Preventable Error Reporting Hindered by Fear of Reprisal
Hospitals and other healthcare organizations have done a good job in the last 20 years building mechanisms to monitor and report preventable errors. However, those efforts are hobbled by clinicians' reluctance to report colleagues' mistakes for fear of retaliation, according to a new report from the National Association for Healthcare Quality.
"In fact, as attention to creating a culture of safety in healthcare organizations has increased, so have concomitant reports of retaliation and intimidation targeting staff who voice concern about safety and quality deficiencies," according to the report, Call to Action: Safeguarding the Integrity of Healthcare Quality and Safety Systems.

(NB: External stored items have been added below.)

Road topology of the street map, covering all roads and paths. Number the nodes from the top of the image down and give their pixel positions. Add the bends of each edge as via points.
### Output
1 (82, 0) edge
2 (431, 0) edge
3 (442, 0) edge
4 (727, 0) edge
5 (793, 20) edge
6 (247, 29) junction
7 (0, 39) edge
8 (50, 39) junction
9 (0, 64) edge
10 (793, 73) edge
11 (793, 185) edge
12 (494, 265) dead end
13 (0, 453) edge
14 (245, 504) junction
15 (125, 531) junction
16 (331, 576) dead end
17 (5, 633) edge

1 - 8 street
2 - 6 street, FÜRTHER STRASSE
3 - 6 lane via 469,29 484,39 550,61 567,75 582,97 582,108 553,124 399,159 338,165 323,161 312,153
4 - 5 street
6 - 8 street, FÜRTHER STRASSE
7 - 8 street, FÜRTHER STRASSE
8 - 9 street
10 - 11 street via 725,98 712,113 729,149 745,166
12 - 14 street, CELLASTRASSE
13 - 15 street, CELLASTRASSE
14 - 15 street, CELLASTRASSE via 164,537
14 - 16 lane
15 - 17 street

Peter Angood, MD, CEO of the American College of Physician Executives, which helped compile the report, says the fear of retaliation is "very distinct and quite palpable in many organizations to the point that there is even a fear of making comment" about the existence of the threat.

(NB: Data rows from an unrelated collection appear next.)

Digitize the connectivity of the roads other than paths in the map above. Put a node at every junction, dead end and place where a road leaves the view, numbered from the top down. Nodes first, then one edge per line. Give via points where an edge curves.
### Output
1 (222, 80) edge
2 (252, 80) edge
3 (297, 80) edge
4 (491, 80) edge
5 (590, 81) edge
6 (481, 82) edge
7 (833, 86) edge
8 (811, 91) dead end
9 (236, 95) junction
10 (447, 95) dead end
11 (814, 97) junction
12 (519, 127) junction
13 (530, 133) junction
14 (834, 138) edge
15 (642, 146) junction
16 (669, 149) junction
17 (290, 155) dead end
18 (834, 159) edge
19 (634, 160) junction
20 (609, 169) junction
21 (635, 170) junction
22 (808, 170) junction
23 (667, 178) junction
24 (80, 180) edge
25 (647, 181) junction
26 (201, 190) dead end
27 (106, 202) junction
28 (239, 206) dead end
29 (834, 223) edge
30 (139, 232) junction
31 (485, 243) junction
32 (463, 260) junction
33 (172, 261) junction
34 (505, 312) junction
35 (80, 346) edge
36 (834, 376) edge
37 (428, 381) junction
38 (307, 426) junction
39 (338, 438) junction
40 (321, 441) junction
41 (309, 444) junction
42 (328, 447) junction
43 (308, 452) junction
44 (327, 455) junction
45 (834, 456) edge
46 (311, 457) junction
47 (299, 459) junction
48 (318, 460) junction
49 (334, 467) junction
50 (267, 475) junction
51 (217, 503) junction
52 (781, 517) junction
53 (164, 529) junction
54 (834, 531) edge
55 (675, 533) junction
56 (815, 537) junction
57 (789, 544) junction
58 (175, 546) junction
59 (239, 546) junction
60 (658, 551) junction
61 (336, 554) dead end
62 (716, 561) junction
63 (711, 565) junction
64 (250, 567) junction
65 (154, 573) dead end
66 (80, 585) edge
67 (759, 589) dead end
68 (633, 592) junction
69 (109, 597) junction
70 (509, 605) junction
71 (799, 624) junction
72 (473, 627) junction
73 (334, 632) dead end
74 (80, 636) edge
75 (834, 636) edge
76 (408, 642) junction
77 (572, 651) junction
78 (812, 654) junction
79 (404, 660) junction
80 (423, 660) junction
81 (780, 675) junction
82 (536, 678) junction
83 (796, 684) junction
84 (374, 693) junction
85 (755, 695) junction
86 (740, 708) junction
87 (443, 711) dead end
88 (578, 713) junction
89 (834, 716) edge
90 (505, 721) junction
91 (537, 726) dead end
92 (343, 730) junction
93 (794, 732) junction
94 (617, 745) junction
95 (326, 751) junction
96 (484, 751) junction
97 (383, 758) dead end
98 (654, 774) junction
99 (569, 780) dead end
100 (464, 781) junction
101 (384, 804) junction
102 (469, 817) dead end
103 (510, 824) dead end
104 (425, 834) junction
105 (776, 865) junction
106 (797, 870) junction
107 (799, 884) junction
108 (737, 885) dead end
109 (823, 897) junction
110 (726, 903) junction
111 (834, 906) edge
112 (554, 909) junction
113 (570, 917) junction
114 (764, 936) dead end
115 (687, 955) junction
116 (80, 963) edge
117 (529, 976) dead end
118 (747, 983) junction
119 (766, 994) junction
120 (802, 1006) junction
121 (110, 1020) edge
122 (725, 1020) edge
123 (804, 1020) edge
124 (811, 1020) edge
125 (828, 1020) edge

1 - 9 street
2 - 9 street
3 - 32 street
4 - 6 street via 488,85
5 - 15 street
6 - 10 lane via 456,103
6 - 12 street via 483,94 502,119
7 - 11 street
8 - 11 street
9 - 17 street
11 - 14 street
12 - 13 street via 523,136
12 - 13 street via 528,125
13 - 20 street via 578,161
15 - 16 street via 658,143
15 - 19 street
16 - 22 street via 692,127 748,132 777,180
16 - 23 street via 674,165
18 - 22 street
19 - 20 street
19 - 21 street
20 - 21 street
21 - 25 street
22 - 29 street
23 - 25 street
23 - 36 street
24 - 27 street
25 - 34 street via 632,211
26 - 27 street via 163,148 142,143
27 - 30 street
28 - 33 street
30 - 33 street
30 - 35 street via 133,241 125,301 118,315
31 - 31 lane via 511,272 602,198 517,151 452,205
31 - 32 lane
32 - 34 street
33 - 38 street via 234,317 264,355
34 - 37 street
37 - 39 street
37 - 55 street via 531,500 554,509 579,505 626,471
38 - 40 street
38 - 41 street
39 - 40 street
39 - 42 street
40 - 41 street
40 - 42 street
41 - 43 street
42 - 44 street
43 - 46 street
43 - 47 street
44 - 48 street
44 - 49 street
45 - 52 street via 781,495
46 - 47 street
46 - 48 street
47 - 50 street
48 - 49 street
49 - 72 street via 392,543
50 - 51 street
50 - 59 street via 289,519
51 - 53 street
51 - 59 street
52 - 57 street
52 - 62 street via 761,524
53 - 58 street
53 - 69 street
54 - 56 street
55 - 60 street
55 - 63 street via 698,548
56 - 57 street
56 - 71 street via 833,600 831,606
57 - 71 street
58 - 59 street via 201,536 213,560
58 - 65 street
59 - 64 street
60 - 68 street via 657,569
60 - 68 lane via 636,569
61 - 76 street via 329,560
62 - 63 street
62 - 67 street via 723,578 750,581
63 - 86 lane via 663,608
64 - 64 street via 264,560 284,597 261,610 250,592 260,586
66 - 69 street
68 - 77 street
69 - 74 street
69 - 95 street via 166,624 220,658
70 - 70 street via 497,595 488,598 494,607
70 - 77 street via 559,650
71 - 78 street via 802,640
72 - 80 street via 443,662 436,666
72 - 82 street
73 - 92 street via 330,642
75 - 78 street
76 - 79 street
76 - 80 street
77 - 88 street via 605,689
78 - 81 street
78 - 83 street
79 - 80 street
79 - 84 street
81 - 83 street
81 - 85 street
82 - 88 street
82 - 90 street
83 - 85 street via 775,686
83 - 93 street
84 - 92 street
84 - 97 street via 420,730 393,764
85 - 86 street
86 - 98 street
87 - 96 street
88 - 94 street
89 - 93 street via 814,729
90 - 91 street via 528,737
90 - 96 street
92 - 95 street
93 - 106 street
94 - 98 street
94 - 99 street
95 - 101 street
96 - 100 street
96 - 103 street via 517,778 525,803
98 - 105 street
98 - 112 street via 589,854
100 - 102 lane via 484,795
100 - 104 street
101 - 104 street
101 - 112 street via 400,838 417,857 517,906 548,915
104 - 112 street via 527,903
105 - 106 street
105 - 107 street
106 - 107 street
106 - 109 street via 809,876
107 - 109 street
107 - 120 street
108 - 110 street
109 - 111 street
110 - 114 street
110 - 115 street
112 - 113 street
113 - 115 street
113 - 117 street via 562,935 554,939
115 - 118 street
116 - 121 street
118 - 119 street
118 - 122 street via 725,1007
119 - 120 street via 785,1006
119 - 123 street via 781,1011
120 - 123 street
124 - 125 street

"It is multi-factorial," Angood tells HealthLeaders Media. "Some of it comes from historical orientation of hospitals and healthcare systems towards the physicians and making sure they are happy and as long as they are happy there is good patient flow and everybody wins.
As we transition off of that entire focus toward physicians and more towards patients there are the lingering cultural habits of not wanting to cross the physician's path if things aren't going right."